**GIVEN ENTRIES:**

+ + + + +

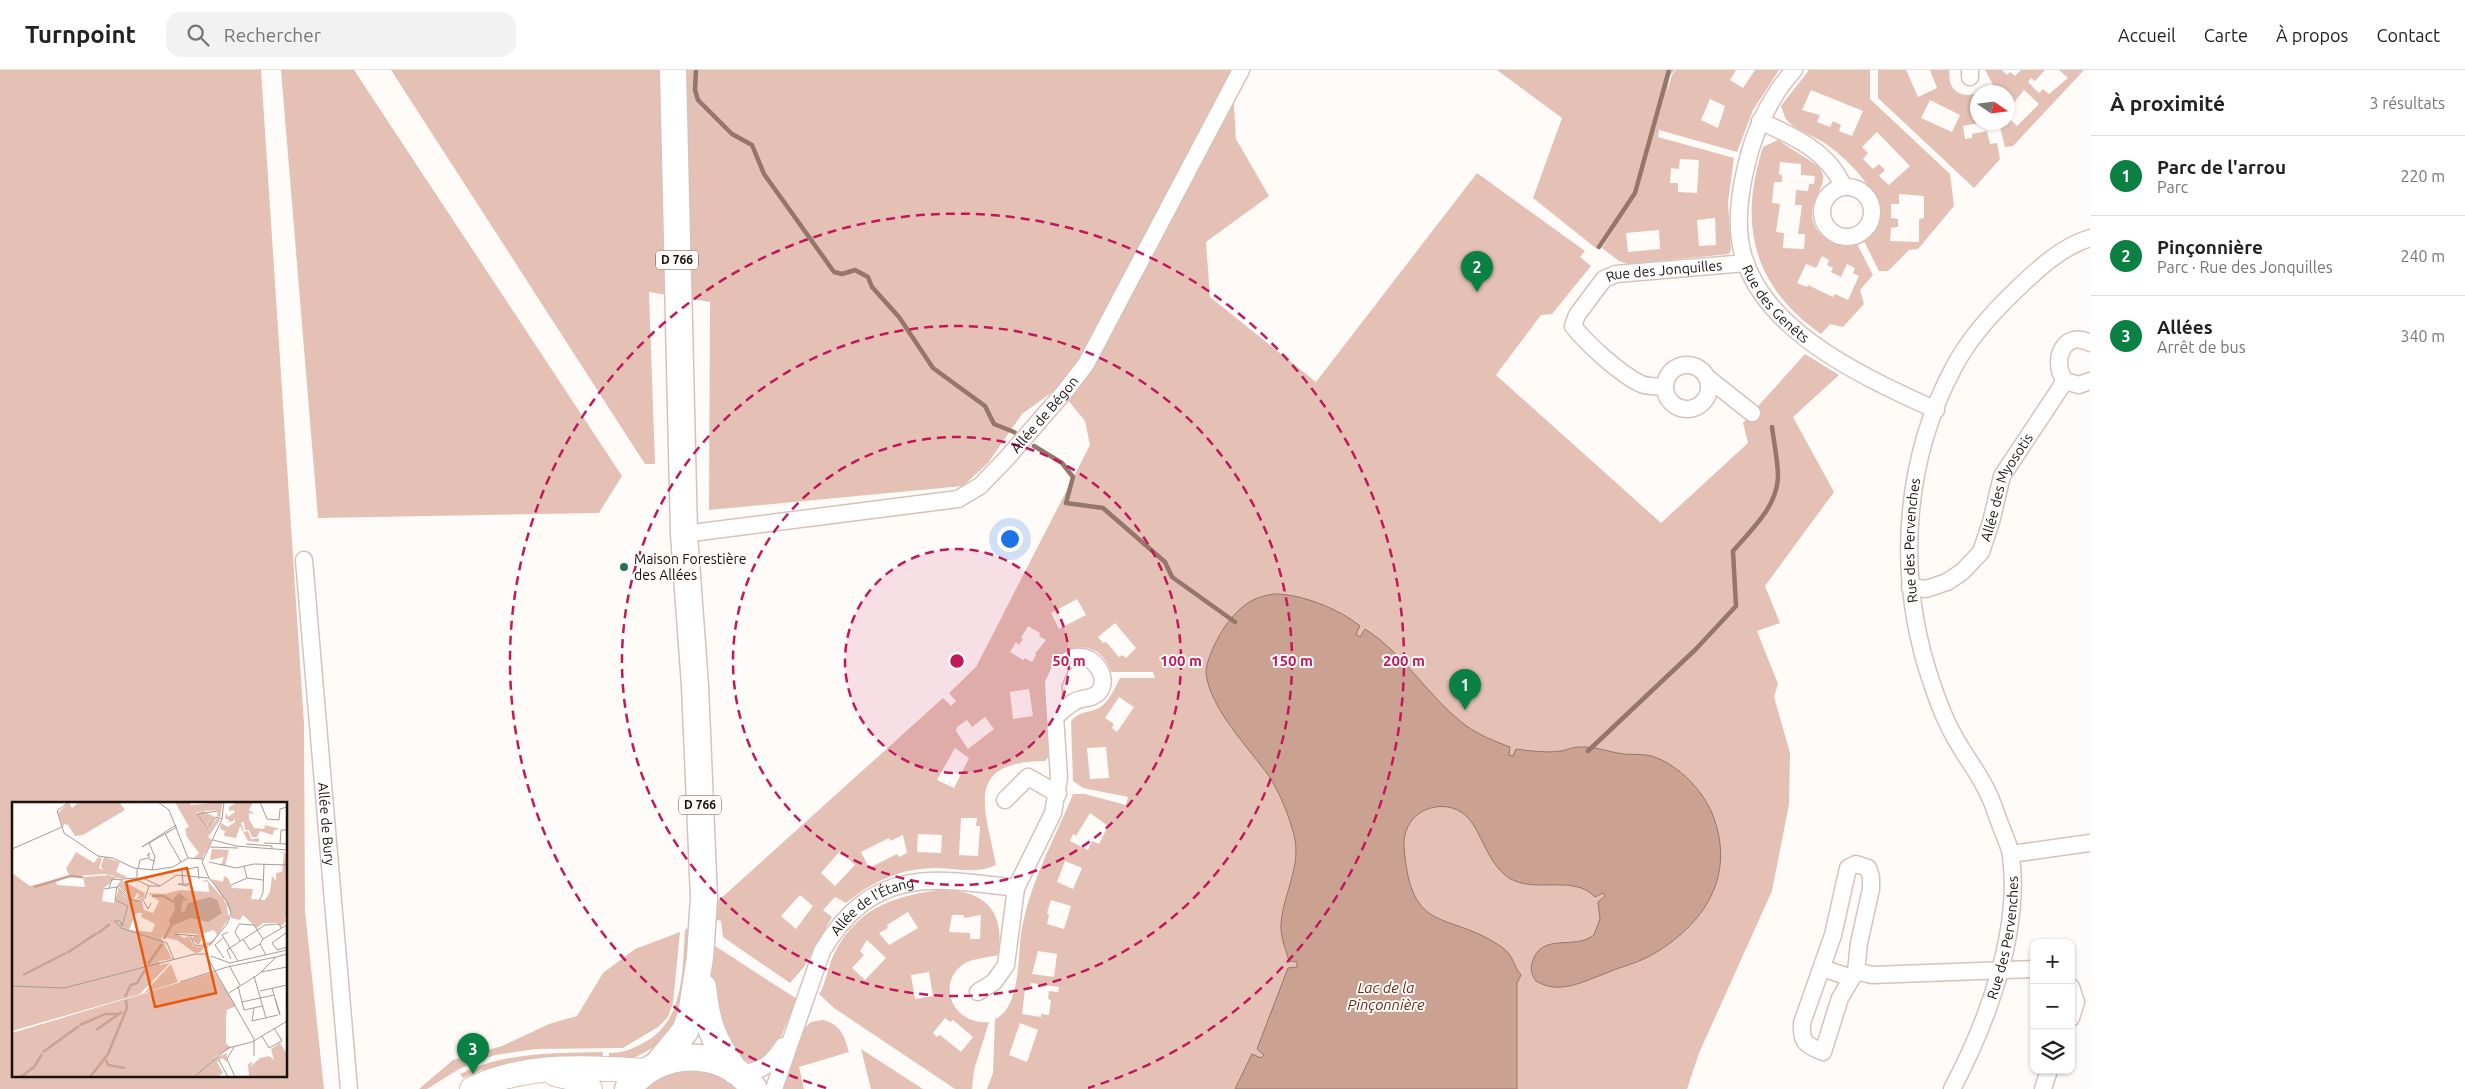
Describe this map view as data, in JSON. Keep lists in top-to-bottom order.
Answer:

+ + + + +

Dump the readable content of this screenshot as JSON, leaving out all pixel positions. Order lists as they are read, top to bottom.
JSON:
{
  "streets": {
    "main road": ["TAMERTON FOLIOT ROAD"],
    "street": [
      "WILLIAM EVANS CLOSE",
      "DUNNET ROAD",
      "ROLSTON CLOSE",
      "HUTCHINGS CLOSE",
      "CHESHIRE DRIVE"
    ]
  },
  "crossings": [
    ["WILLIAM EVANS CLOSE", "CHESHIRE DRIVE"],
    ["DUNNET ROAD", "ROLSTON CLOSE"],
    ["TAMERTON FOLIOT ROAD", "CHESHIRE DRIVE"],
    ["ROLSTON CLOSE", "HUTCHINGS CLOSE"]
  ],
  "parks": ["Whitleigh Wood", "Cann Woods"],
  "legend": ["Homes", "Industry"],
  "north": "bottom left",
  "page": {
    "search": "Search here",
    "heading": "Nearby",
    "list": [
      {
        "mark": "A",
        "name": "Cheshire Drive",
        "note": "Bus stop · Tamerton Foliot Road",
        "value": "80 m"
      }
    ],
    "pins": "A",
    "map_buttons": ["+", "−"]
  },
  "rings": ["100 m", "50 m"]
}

+ + + + +

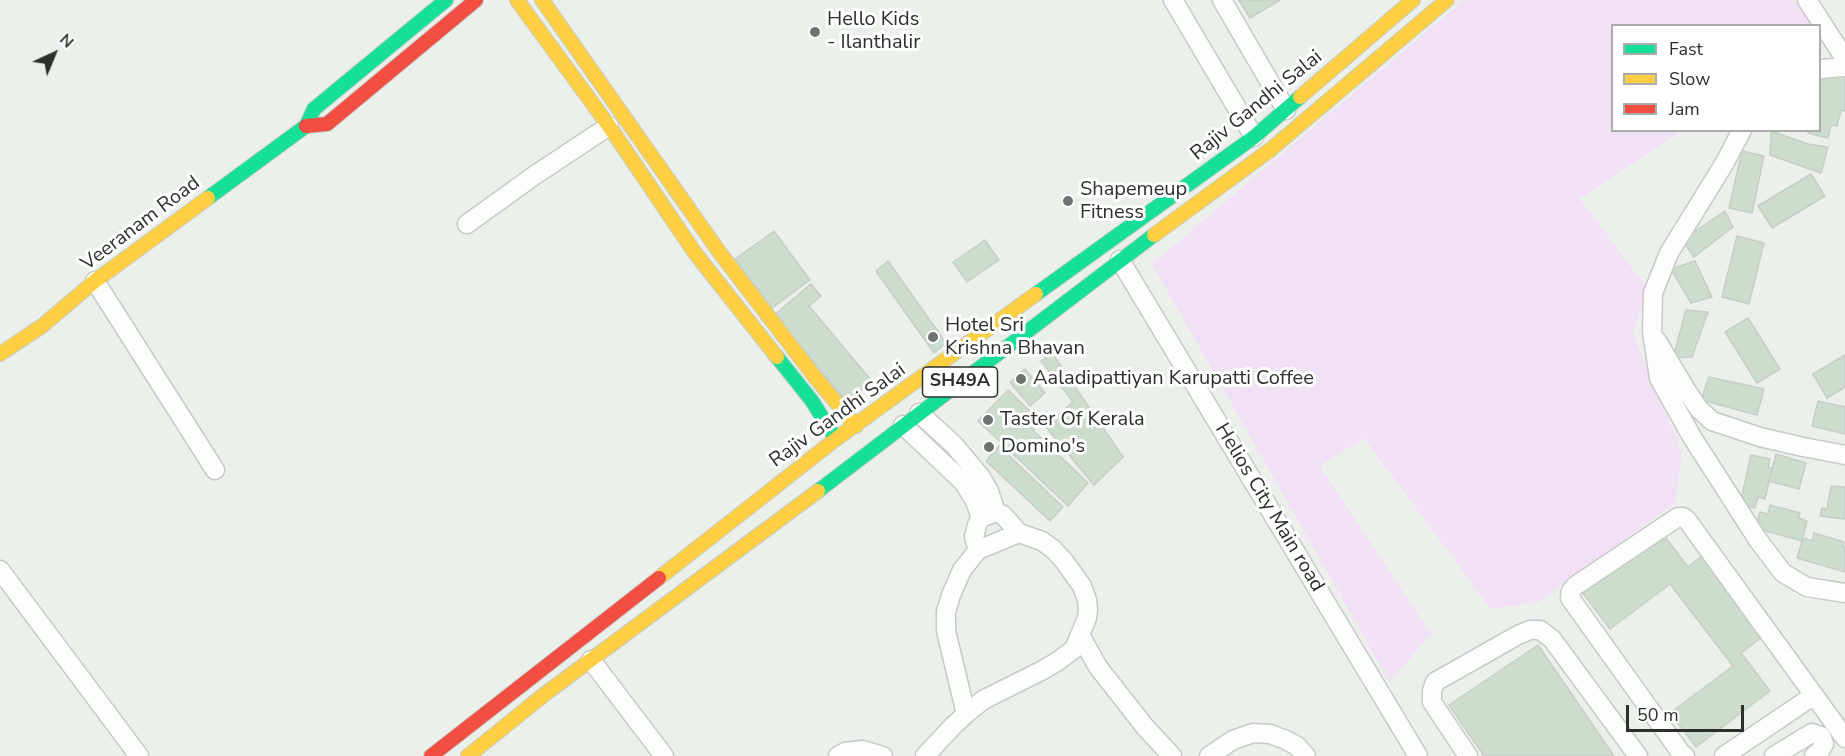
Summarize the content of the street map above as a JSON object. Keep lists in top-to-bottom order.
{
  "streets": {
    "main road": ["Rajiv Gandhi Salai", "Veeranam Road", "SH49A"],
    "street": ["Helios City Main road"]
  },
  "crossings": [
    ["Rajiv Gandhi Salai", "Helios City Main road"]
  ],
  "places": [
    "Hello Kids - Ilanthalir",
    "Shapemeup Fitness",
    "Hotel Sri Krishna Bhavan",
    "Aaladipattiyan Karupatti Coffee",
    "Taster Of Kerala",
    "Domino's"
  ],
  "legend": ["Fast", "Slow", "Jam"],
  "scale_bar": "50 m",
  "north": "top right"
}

+ + + + +

**YOUR OBJECTIVE:** Each line of the records that contains the string "this" must be copied.

**REPLY:**
Describe this map view as data, in JSON. Keep lists in top-to-bottom order.
Dump the readable content of this screenshot as JSON, leaving out all pixel positions. Order lists as they are read, top to bottom.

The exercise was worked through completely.